Unless you’ve befriended a mountain goat, you may beat your friends up the stairs. A mountain goat climbs 1,500 feet in 20 minutes. Your friends, not so much. Wait for your pals and shout encouragement like “We’re almost there” and “I think the food court has a bar.”

Stair climbing strengthens bones and increases heart rate. One climbing to avoid is social climbing. A social climber drinks buckets of champagne and lays around on yachts. That’s not healthy.


I’ve reframed standing in line from a nuisance to, well, less of a nuisance.

Standing in check out lines and check in lines and waiting lines burn 100-200 calories per hour (even more if you impatiently tap your foot.) Standing versus sitting improves your balance, energy level, and mood (Except if you’ve been waiting in line to use the bathroom. Then the mood improves AFTER you’ve stood in line). Standing reduces the risks of heart disease and diabetes. It also eases back pain. Standing even reduces the risk of cancer by increasing circulation which reduces inflammation.

Mike and I burned between 100-200 calories standing, or we would have if we stood there for an hour.

Once you’ve reached the head of the line at the grocery store, refrain from celebrating the achievement with an impulse Snickers purchase. Snickers does nothing for back pain.
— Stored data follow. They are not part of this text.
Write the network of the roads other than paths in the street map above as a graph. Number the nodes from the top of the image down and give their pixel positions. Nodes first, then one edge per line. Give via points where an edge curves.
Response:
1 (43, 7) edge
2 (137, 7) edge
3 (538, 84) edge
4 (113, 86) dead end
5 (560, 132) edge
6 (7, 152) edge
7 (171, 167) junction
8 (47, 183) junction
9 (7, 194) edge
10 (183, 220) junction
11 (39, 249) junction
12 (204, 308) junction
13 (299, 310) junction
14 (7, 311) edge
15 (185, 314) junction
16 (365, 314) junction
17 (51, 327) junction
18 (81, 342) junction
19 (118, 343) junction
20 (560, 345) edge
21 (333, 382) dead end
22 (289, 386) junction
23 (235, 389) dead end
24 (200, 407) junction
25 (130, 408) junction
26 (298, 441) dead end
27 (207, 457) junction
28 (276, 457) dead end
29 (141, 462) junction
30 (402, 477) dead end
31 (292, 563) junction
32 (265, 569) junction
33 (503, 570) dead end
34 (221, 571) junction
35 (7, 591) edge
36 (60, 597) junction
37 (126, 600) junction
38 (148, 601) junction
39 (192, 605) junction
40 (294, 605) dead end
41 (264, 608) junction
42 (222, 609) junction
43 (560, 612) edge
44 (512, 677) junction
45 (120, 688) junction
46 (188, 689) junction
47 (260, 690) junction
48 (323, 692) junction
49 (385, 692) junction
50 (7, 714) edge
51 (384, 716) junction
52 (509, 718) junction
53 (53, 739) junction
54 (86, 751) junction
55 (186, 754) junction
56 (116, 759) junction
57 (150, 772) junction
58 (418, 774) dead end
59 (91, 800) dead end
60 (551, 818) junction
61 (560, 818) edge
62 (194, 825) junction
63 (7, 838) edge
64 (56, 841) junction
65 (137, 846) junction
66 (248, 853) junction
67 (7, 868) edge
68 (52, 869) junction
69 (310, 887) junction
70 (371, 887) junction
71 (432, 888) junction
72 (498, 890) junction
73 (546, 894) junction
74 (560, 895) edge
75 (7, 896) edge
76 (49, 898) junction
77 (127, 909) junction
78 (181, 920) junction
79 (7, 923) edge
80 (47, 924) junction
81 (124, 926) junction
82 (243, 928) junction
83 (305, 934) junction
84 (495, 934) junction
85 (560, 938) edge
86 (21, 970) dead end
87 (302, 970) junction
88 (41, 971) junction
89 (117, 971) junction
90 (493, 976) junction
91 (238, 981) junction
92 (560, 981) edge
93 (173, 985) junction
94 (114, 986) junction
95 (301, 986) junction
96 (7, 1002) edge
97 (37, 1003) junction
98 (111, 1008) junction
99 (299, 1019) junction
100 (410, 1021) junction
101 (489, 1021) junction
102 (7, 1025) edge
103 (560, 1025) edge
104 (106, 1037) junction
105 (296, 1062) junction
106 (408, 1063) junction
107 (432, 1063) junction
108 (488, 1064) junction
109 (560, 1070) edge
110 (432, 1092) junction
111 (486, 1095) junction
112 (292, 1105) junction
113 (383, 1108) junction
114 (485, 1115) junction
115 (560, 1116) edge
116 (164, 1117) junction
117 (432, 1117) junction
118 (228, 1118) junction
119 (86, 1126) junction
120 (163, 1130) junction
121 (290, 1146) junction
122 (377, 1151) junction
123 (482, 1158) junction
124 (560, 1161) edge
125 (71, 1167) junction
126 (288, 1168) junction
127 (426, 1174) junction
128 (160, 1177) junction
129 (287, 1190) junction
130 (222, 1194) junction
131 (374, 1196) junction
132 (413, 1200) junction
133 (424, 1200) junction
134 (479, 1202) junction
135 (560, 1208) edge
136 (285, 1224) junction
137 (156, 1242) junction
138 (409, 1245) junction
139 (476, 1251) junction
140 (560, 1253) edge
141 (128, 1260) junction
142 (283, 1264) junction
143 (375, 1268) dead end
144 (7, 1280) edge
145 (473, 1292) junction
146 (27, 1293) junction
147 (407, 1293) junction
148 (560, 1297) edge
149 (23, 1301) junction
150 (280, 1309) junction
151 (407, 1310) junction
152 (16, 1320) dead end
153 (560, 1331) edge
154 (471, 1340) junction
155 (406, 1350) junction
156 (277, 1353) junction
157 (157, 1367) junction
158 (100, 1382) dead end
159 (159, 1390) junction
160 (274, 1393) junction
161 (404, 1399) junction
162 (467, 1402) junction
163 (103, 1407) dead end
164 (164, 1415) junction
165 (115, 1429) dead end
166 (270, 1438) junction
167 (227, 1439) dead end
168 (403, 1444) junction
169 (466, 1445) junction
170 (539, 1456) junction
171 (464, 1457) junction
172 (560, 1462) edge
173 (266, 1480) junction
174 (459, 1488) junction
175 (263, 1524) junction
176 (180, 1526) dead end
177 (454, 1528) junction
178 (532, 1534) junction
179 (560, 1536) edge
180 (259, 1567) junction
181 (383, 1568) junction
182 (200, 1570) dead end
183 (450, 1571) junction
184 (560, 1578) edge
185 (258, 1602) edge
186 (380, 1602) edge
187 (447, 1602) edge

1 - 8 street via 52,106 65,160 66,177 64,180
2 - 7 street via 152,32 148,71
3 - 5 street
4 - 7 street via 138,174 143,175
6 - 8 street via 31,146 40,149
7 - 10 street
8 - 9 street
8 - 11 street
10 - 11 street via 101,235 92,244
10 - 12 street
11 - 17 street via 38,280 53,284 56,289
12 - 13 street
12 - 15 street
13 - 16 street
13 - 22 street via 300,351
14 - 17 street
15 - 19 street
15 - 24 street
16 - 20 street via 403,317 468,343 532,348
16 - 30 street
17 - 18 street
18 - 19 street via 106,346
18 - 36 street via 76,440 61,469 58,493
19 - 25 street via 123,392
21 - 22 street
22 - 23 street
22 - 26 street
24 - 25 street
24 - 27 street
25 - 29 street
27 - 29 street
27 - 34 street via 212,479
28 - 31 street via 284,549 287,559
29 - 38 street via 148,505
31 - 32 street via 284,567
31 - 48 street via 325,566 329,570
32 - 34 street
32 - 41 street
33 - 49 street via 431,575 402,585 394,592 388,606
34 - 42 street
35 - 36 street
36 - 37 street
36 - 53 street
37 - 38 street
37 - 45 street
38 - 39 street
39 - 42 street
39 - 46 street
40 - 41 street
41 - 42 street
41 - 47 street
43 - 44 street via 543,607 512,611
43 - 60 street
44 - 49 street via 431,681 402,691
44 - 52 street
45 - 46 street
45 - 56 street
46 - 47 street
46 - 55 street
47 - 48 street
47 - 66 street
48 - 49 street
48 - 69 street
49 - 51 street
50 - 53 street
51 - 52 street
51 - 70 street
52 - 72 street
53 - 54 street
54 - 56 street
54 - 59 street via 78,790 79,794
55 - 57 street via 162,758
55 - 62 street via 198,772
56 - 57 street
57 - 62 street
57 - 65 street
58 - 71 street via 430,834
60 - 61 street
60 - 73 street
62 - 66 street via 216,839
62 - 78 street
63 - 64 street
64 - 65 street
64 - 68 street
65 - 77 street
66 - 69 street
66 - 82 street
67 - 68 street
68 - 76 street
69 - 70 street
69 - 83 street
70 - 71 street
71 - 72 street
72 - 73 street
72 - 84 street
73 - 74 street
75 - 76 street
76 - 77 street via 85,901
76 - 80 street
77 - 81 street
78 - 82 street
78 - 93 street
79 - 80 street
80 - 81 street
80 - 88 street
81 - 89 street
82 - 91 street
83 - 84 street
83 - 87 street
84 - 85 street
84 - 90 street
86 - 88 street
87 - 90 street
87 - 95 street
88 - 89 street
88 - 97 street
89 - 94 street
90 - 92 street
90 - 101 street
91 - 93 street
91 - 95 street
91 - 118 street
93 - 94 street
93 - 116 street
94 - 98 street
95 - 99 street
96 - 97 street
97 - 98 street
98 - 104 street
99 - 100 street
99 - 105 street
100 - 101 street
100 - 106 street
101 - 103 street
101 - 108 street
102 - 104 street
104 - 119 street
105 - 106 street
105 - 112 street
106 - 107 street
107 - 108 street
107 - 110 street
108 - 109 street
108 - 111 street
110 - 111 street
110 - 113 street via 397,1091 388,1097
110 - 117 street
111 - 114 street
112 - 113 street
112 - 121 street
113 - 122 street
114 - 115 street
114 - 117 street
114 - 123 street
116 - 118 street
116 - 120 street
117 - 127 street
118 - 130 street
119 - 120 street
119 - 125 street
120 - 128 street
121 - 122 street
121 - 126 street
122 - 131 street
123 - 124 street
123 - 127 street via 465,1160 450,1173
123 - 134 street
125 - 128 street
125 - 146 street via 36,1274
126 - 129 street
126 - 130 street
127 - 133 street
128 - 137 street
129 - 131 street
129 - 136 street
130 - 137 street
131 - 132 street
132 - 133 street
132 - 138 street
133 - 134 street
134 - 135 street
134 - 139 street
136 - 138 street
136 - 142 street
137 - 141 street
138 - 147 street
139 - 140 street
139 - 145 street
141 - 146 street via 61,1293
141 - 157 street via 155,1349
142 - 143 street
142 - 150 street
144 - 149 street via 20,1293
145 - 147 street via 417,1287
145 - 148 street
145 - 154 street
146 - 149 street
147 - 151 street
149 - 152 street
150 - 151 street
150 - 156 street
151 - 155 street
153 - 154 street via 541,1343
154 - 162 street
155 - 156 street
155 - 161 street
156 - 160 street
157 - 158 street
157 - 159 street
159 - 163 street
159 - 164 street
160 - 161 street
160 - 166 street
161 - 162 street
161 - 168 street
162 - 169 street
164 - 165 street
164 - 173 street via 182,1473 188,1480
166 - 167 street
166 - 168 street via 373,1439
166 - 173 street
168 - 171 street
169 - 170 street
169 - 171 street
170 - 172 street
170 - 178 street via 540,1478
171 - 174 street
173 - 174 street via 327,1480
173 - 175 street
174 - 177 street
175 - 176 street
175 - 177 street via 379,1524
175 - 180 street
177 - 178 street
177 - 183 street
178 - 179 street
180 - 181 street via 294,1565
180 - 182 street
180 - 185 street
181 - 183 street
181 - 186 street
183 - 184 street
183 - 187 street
When I FaceTime my friend, Mary Ellen, I often meander my within Wi-Fi coveraged garden sharing the latest hydrangea blooms. In return she offers glimpses of her potted plants. (Apparently Rockport, Texas isn’t know for fertile soil.) Little did we know that we were both keeping type 2 diabetes at bay.

Elephants and horses take standing to a higher level. Through a complicated system of tendons and ligaments that lock their joints, they sleep standing up. 

While I hope that your hair doesn’t stand on end or you are ever perceived as standoffish, I do encourage you stand your ground and help your country become healthier and fairer.

Educate yourself about issues. Make an informed vote. Take a stand!

2 thoughts on “Move A Muscle”

  1. Very clever, Anita! Now I know what we’ll be doing in Madison. I’ll be doing all that right along with you.